What the exercise asks ▸
Each record below should be written out again exactly.

------ Source material ------

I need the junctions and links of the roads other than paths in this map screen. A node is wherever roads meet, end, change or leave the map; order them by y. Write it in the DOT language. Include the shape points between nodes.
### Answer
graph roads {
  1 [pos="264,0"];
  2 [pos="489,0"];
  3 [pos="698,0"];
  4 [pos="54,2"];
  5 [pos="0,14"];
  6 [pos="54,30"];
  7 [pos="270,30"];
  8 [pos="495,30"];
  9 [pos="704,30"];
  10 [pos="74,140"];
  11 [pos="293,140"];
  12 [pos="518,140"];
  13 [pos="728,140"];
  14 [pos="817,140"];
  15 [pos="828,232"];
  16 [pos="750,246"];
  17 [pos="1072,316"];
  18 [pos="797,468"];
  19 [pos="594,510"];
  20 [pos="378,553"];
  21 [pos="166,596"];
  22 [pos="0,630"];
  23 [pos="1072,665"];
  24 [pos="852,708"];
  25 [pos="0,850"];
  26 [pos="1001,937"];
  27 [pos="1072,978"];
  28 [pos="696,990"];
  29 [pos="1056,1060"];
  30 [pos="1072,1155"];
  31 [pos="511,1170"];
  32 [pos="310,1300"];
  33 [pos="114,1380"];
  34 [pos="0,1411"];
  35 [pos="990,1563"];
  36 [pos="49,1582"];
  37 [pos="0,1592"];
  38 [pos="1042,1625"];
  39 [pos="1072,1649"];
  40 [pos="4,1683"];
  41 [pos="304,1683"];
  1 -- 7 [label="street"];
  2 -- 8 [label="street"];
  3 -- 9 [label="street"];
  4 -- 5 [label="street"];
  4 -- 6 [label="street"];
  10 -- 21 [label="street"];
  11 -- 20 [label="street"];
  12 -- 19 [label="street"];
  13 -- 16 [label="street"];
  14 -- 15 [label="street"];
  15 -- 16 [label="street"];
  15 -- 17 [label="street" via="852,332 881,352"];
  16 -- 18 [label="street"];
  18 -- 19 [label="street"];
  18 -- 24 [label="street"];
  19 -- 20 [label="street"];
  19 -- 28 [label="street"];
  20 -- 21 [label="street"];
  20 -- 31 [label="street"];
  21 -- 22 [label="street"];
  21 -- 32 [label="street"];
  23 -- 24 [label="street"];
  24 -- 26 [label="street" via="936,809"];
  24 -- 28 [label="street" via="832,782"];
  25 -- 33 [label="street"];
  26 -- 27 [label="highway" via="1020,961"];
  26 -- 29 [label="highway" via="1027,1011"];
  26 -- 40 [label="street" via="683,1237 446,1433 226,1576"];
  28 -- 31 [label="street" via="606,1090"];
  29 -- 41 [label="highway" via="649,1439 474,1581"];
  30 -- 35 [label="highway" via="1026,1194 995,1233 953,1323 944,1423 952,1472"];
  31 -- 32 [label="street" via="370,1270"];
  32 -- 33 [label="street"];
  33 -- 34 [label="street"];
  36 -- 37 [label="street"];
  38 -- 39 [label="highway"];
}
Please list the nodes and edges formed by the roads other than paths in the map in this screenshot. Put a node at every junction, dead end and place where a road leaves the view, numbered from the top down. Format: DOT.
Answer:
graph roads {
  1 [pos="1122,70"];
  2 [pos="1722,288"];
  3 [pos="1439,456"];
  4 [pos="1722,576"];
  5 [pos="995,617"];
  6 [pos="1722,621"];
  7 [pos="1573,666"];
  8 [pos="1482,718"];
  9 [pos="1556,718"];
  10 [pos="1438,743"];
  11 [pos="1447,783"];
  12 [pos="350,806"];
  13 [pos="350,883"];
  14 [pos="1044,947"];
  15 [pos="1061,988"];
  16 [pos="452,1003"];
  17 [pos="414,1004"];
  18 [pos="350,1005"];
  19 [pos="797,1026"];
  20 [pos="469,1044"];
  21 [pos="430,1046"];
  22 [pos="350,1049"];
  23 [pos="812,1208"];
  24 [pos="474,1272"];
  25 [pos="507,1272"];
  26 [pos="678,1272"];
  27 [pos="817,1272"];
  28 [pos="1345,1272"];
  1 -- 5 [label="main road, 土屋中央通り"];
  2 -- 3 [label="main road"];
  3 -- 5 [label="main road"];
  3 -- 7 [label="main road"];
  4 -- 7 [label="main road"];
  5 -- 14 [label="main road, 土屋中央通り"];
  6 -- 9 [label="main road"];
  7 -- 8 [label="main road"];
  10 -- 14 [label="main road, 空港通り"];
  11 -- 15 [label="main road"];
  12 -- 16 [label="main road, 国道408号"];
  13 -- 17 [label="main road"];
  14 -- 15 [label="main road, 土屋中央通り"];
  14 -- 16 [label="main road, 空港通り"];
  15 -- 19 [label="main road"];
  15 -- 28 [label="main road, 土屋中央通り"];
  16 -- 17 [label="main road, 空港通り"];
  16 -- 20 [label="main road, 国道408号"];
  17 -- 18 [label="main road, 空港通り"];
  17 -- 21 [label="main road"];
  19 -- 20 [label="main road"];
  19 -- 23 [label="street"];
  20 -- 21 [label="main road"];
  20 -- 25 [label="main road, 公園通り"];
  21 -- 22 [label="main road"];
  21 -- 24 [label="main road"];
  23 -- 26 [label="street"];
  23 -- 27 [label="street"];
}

------

Solution to this task ▸
I need the junctions and links of the roads other than paths in this map screen. A node is wherever roads meet, end, change or leave the map; order them by y. Write it in the DOT language. Include the shape points between nodes.
### Answer
graph roads {
  1 [pos="264,0"];
  2 [pos="489,0"];
  3 [pos="698,0"];
  4 [pos="54,2"];
  5 [pos="0,14"];
  6 [pos="54,30"];
  7 [pos="270,30"];
  8 [pos="495,30"];
  9 [pos="704,30"];
  10 [pos="74,140"];
  11 [pos="293,140"];
  12 [pos="518,140"];
  13 [pos="728,140"];
  14 [pos="817,140"];
  15 [pos="828,232"];
  16 [pos="750,246"];
  17 [pos="1072,316"];
  18 [pos="797,468"];
  19 [pos="594,510"];
  20 [pos="378,553"];
  21 [pos="166,596"];
  22 [pos="0,630"];
  23 [pos="1072,665"];
  24 [pos="852,708"];
  25 [pos="0,850"];
  26 [pos="1001,937"];
  27 [pos="1072,978"];
  28 [pos="696,990"];
  29 [pos="1056,1060"];
  30 [pos="1072,1155"];
  31 [pos="511,1170"];
  32 [pos="310,1300"];
  33 [pos="114,1380"];
  34 [pos="0,1411"];
  35 [pos="990,1563"];
  36 [pos="49,1582"];
  37 [pos="0,1592"];
  38 [pos="1042,1625"];
  39 [pos="1072,1649"];
  40 [pos="4,1683"];
  41 [pos="304,1683"];
  1 -- 7 [label="street"];
  2 -- 8 [label="street"];
  3 -- 9 [label="street"];
  4 -- 5 [label="street"];
  4 -- 6 [label="street"];
  10 -- 21 [label="street"];
  11 -- 20 [label="street"];
  12 -- 19 [label="street"];
  13 -- 16 [label="street"];
  14 -- 15 [label="street"];
  15 -- 16 [label="street"];
  15 -- 17 [label="street" via="852,332 881,352"];
  16 -- 18 [label="street"];
  18 -- 19 [label="street"];
  18 -- 24 [label="street"];
  19 -- 20 [label="street"];
  19 -- 28 [label="street"];
  20 -- 21 [label="street"];
  20 -- 31 [label="street"];
  21 -- 22 [label="street"];
  21 -- 32 [label="street"];
  23 -- 24 [label="street"];
  24 -- 26 [label="street" via="936,809"];
  24 -- 28 [label="street" via="832,782"];
  25 -- 33 [label="street"];
  26 -- 27 [label="highway" via="1020,961"];
  26 -- 29 [label="highway" via="1027,1011"];
  26 -- 40 [label="street" via="683,1237 446,1433 226,1576"];
  28 -- 31 [label="street" via="606,1090"];
  29 -- 41 [label="highway" via="649,1439 474,1581"];
  30 -- 35 [label="highway" via="1026,1194 995,1233 953,1323 944,1423 952,1472"];
  31 -- 32 [label="street" via="370,1270"];
  32 -- 33 [label="street"];
  33 -- 34 [label="street"];
  36 -- 37 [label="street"];
  38 -- 39 [label="highway"];
}
Please list the nodes and edges formed by the roads other than paths in the map in this screenshot. Put a node at every junction, dead end and place where a road leaves the view, numbered from the top down. Format: DOT.
Answer:
graph roads {
  1 [pos="1122,70"];
  2 [pos="1722,288"];
  3 [pos="1439,456"];
  4 [pos="1722,576"];
  5 [pos="995,617"];
  6 [pos="1722,621"];
  7 [pos="1573,666"];
  8 [pos="1482,718"];
  9 [pos="1556,718"];
  10 [pos="1438,743"];
  11 [pos="1447,783"];
  12 [pos="350,806"];
  13 [pos="350,883"];
  14 [pos="1044,947"];
  15 [pos="1061,988"];
  16 [pos="452,1003"];
  17 [pos="414,1004"];
  18 [pos="350,1005"];
  19 [pos="797,1026"];
  20 [pos="469,1044"];
  21 [pos="430,1046"];
  22 [pos="350,1049"];
  23 [pos="812,1208"];
  24 [pos="474,1272"];
  25 [pos="507,1272"];
  26 [pos="678,1272"];
  27 [pos="817,1272"];
  28 [pos="1345,1272"];
  1 -- 5 [label="main road, 土屋中央通り"];
  2 -- 3 [label="main road"];
  3 -- 5 [label="main road"];
  3 -- 7 [label="main road"];
  4 -- 7 [label="main road"];
  5 -- 14 [label="main road, 土屋中央通り"];
  6 -- 9 [label="main road"];
  7 -- 8 [label="main road"];
  10 -- 14 [label="main road, 空港通り"];
  11 -- 15 [label="main road"];
  12 -- 16 [label="main road, 国道408号"];
  13 -- 17 [label="main road"];
  14 -- 15 [label="main road, 土屋中央通り"];
  14 -- 16 [label="main road, 空港通り"];
  15 -- 19 [label="main road"];
  15 -- 28 [label="main road, 土屋中央通り"];
  16 -- 17 [label="main road, 空港通り"];
  16 -- 20 [label="main road, 国道408号"];
  17 -- 18 [label="main road, 空港通り"];
  17 -- 21 [label="main road"];
  19 -- 20 [label="main road"];
  19 -- 23 [label="street"];
  20 -- 21 [label="main road"];
  20 -- 25 [label="main road, 公園通り"];
  21 -- 22 [label="main road"];
  21 -- 24 [label="main road"];
  23 -- 26 [label="street"];
  23 -- 27 [label="street"];
}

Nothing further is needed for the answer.